The main difference that I am aware of is the diameter of the cable. Most brake cables are 1.5 or 1.6mm in diameter. Most shift cables are 1.1 or 1.2mm, galvanized shifter cables are 1.3mm.
I'm sure that there is a lot of science behind the difference but I'll leave that to someone else.
One major difference in MTB vs road BRAKE cable is the different sizes and styles of head: road cables have mushroom like ends where as MTB brake cables have barrel like ends.
Shifter cable ends are the same. Although nowadays many cables come with both ends, one on each end, and you can cut off the one you're not using.

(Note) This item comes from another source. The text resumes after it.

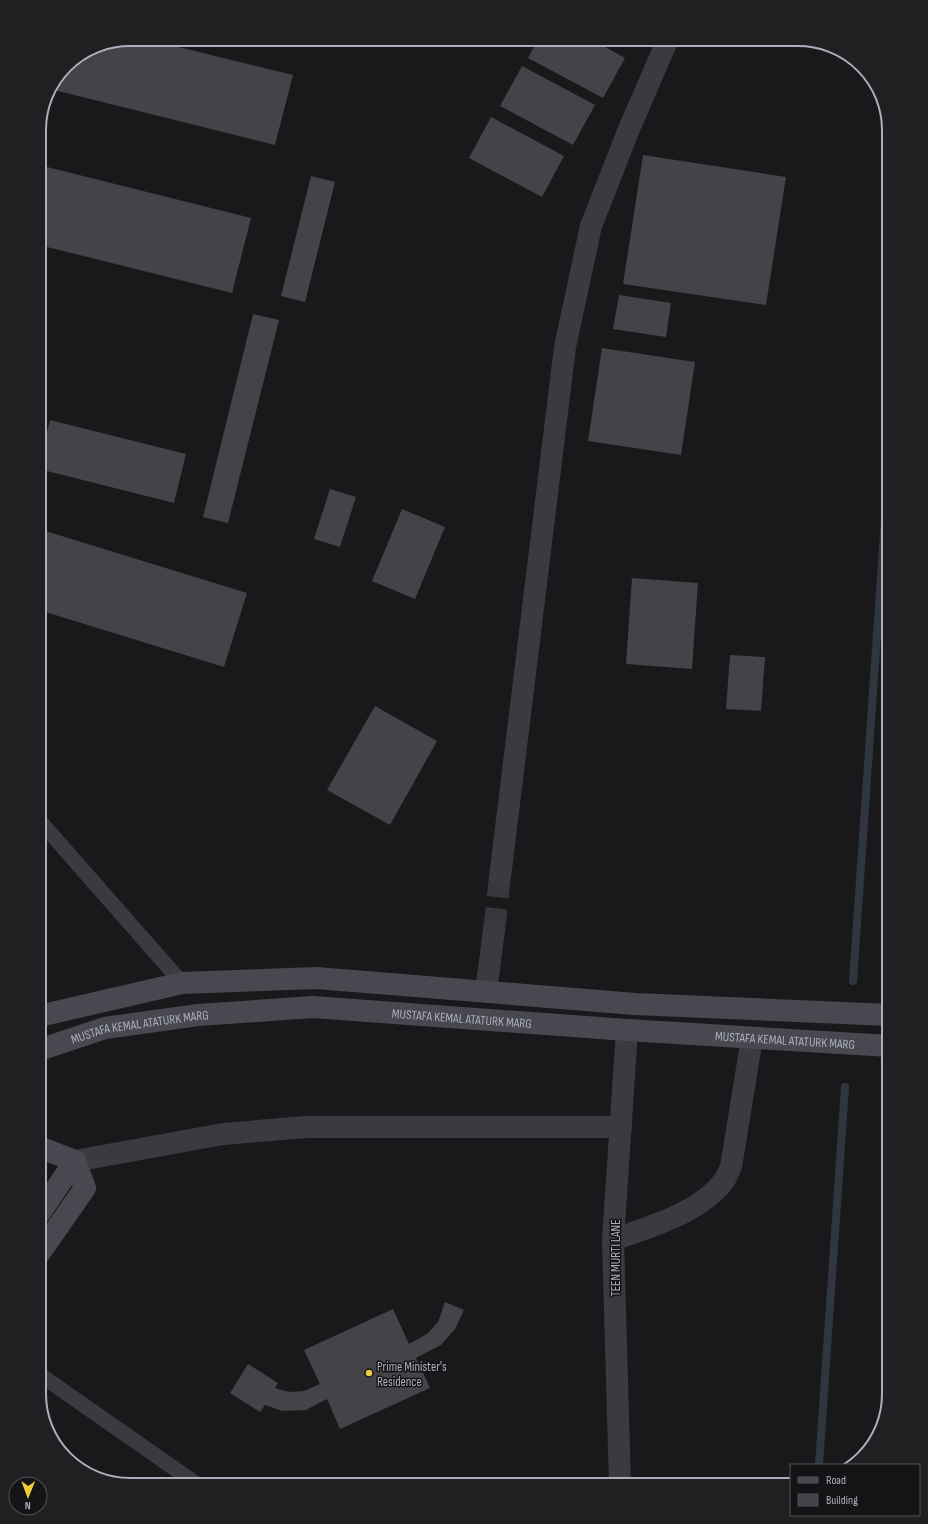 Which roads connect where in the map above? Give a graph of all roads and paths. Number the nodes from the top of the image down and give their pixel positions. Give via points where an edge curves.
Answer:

There are two basic types of cables; brake and shifter. Brake cables are thicker, typically 1.5/1.6mm in diameter. Brake cables come with a choice of three different heads - one for mountain/flat bar brake levers, one for Shimano road/drop bar brake levers (compatible with most non-Shimano levers), and one for Campagnolo road/drop bar brake levers. A Shimano cable head is slightly larger than a Campy head so it may not fit into a Campy road brake.
A. Shimano Brake Cable
B. Campagnolo Brake Cable
C. MountainBrake Cable
D. Shimano Shifter Cable
E. Campagnolo Shifter Cable
Derailleur cables are thinner, 1.1/1.2mm in diameter. There are two
heads available on derailleur cables - Shimano and Campagnolo. A
Shimano cable head is slightly larger than a Campy head so it may not
fit into a Campy shifter.
Just like with cables, housing comes in two different types: brake and shifter. From the outside they may look the same - but they are in fact very different.
Brake housing is built around a wire that coils down the length of the cable. This structure gives the great strength needed for the power generated by the brake lever.
Shifter cables see different forces so the housing is built differently. Shifter housing is built around many length-wise running cables that make the housing 'compressionless' which aids in the crisp feel of shifting - especially needed on today's 8/9/10/11 speed cassettes.
Shifter housing also comes in two different outside diameters, 4mm and 5mm. New bikes and shifter sets typically come with 4mm housing. Most 4mm housing will have plastic ferrules at the ends while 5mm housing uses metal ferrules. Here at Bikeman we recommend using 5mm shift housing.
Other variations of housing include housing made from many aluminum segments, like Nokon housing. On the positive side the aluminum housing is stiff, lightweight, and reusable. On the negative side there is a lot more set up time, cost, and care must be taken to be sure that the frame is protected as aluminum housing will rub paint off where it contacts the frame.
Please Note: Due to their construction, brake housing should always be used with brakes and shifter housing should always be used with shifters. Shifter housing could fail if used on a brake (not good when you want to stop), brake housing could make that shifter feel a little dead.